The Yes in my Backyard (YIMBY) movement posits itself as a serious solution to the nation’s housing problems. YIMBYism is certainly right about some things, such as the need for greater supply, but it also tends to rely significantly on deregulation to create natural downward pressure on prices. Those hopes are misplaced: Deregulation was also supposed to push down airfares in the late ’80s and ’90s, but innovations in pricing software all but neutralized those effects.
The same problem is in effect today. Even without a tool like YieldStar, the fundamental economics involved in inelastic commodities complicate the idea that upzoning alone can fix the problem.

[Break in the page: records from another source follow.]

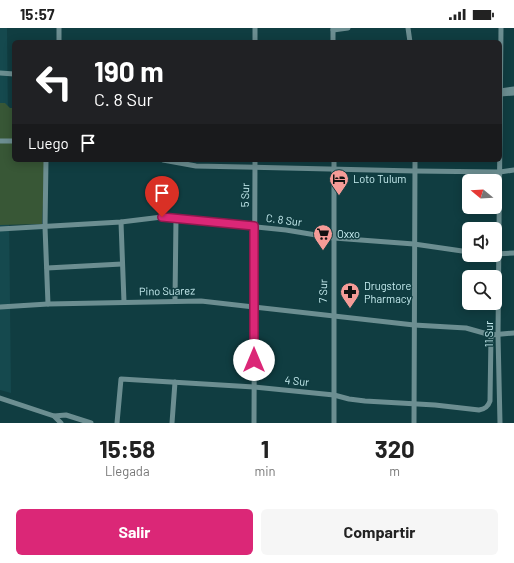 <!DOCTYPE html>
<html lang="es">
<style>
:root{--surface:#fff;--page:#f6f6f6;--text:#222;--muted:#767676;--accent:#db2777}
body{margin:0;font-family:Barlow,sans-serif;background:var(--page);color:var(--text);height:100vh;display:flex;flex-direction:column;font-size:15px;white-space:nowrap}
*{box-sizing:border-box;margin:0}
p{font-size:13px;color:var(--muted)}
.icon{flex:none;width:22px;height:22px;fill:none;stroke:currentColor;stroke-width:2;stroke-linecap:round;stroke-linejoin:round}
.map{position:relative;height:395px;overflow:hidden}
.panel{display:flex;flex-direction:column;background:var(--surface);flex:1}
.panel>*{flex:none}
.hud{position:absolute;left:12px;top:12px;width:490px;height:122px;border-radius:6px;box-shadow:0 2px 10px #0003;background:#202124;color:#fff;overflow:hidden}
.needle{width:26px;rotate:288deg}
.fabs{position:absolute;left:462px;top:146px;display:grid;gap:8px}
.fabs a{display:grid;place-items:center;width:40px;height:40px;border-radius:6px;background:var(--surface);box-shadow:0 2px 10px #0003;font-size:20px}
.pin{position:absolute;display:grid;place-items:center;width:34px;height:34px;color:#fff;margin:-41px -17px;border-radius:50% 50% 50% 0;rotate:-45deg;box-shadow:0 0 4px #0007}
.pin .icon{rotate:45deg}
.me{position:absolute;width:44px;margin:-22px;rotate:0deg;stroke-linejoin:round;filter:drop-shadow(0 0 3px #0008)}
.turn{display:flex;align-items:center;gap:14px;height:84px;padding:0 16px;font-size:18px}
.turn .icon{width:52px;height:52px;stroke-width:2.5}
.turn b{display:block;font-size:28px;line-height:34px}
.then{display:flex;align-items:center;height:38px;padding:0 16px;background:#0003;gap:8px;font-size:15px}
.eta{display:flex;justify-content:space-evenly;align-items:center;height:68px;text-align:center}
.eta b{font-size:24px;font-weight:700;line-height:28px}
.button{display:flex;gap:8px;margin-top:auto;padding:8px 16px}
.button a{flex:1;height:46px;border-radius:6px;background:var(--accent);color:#fff;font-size:16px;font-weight:700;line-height:46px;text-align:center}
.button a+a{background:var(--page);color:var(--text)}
.status{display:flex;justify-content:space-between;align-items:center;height:28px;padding:0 20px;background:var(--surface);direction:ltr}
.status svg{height:11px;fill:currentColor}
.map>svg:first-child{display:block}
.built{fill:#15494e}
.green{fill:#385736}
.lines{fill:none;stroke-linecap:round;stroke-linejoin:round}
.minor{stroke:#6c8e91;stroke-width:5}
.route-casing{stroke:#8e194d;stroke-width:10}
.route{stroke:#db2777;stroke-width:7}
.labels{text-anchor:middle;stroke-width:3;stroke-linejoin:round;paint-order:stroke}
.poi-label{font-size:11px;fill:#c7edf0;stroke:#103d41;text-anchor:start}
.street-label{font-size:11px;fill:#c7edf0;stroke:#103d41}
</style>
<div class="status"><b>15:57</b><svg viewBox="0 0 49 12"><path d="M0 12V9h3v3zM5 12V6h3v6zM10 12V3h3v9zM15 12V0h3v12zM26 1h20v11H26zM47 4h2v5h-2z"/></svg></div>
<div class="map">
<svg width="514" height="395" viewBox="0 0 514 395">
<rect width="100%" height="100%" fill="#103d41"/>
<polygon class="built" points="0,0 7,0 11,365 0,362"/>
<polygon class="green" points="0,75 5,75 10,80 14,80 14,132 45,132 42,196 0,197"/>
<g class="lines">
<g class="minor">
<polyline points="59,0 59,14"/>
<polyline points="333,0 333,14"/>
<polyline points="408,0 410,14"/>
<polyline points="333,2 348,0"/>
<polyline points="255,14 255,0"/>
<polyline points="0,45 14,46"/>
<polyline points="500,63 514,61"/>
<polyline points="500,66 514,65"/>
<polyline points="0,113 14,113"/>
<polyline points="46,132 45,199 48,276"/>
<polyline points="163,132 196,138 415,143 500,144 514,142"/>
<polyline points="121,194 124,274"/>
<polyline points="0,201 121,194 162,189 286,202 334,210 414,216 469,224"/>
<polyline points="495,226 514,225"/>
<polyline points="47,240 122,236"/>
<polyline points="175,272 176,190"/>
<polyline points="0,279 48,276 201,273 414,297 466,300 491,307 514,305"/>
<polyline points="0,370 54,388 61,395"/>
<polyline points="54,388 66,387 91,395"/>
<path d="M 117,395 L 121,351 L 254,359 L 334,367 L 349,371 L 365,373 L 435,377 L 479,382 C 485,381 488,379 490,373 L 491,307"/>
<polyline points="172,395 175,354"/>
<polyline points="254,395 255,132"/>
<polyline points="334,395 334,132"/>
<polyline points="414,395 415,132"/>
<polyline points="500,395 498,307 501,0"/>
</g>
</g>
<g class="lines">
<g class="route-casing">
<polyline id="route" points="162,189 254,198 254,332"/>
</g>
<use href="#route" class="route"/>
</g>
<defs>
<g id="hotel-pin" transform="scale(1)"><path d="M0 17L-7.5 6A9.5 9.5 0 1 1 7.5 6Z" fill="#f59b97" stroke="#103d41"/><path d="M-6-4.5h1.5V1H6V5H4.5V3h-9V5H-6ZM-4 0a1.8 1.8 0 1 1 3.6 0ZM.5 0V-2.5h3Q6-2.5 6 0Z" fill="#111"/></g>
<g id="supermarket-pin" transform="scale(1)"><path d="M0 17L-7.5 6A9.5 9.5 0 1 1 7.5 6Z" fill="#f59b97" stroke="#103d41"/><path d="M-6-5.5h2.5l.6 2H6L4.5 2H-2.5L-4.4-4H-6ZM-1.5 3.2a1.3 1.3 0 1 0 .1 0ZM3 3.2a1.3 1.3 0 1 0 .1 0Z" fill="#111"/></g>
<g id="pharmacy-pin" transform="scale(1)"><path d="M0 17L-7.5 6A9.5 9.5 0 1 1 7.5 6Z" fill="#f59b97" stroke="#103d41"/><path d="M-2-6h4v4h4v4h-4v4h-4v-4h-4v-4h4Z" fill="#111"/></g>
</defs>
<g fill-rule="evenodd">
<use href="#hotel-pin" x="339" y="151"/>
<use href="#supermarket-pin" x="323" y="206"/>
<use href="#pharmacy-pin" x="350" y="264"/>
</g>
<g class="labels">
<g class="poi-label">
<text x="353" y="155">Loto Tulum</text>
<text x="337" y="210">Oxxo</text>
<text x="364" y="262">Drugstore<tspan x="364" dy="13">Pharmacy</tspan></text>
</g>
<g class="street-label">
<text transform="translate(245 167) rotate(-89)" y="4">5 Sur</text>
<text transform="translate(284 192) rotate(7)" y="4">C. 8 Sur</text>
<text transform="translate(167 263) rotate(-1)" y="4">Pino Suarez</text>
<text transform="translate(323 263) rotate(-89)" y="4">7 Sur</text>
<text transform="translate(489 306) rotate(-90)" y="4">11 Sur</text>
<text transform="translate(297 353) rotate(6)" y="4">4 Sur</text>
</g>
</g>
</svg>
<div class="fabs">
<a><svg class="needle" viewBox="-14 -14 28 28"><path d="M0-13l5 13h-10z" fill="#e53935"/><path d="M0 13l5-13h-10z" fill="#767676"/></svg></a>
<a><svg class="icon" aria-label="sound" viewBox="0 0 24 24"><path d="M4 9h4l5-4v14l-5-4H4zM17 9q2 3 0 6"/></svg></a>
<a><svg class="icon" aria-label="search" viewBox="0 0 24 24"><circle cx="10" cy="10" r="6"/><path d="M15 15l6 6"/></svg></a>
</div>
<div class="pin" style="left:162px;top:189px;background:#d93025"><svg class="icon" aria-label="arrive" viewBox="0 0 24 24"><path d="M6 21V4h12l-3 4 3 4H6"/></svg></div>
<svg class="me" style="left:254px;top:332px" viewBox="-20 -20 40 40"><circle r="19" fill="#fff"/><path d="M0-13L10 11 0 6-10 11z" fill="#db2777"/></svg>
<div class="hud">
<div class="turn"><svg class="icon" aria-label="left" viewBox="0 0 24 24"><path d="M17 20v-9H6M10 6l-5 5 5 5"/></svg><div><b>190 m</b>C. 8 Sur</div></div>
<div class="then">Luego<svg class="icon" aria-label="arrive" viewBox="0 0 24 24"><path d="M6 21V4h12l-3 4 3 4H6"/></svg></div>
</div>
</div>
<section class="panel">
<div class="eta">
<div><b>15:58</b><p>Llegada</p></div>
<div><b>1</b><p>min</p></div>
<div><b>320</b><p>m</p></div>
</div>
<div class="button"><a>Salir</a><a>Compartir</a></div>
</section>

But RealPage and YieldStar make it even clearer that deregulation to increase supply is not a silver-bullet solution. To wriggle out of this obvious bind, some vocal proponents of YIMBYism have taken to expressing skepticism of RealPage’s significance to America’s housing crisis.
The entire justification for a housing market based on extracting the most profit possible is that this profit incentivizes developers to build more and get more people in homes. But as seen with many other sectors of the economy, the reality is that profit is not inexorably attached to serving the needs and desires of consumers. In light of the perverse incentives driving the housing crisis, it’s clear that market solutions cannot be relied upon to solve it.
Efforts to take on RealPage, like San Francisco’s and the DOJ’s, are good and necessary. But so long as profit is the principal driver of housing provision, there will always be another bad actor to innovate new ways of squeezing money out of basic need.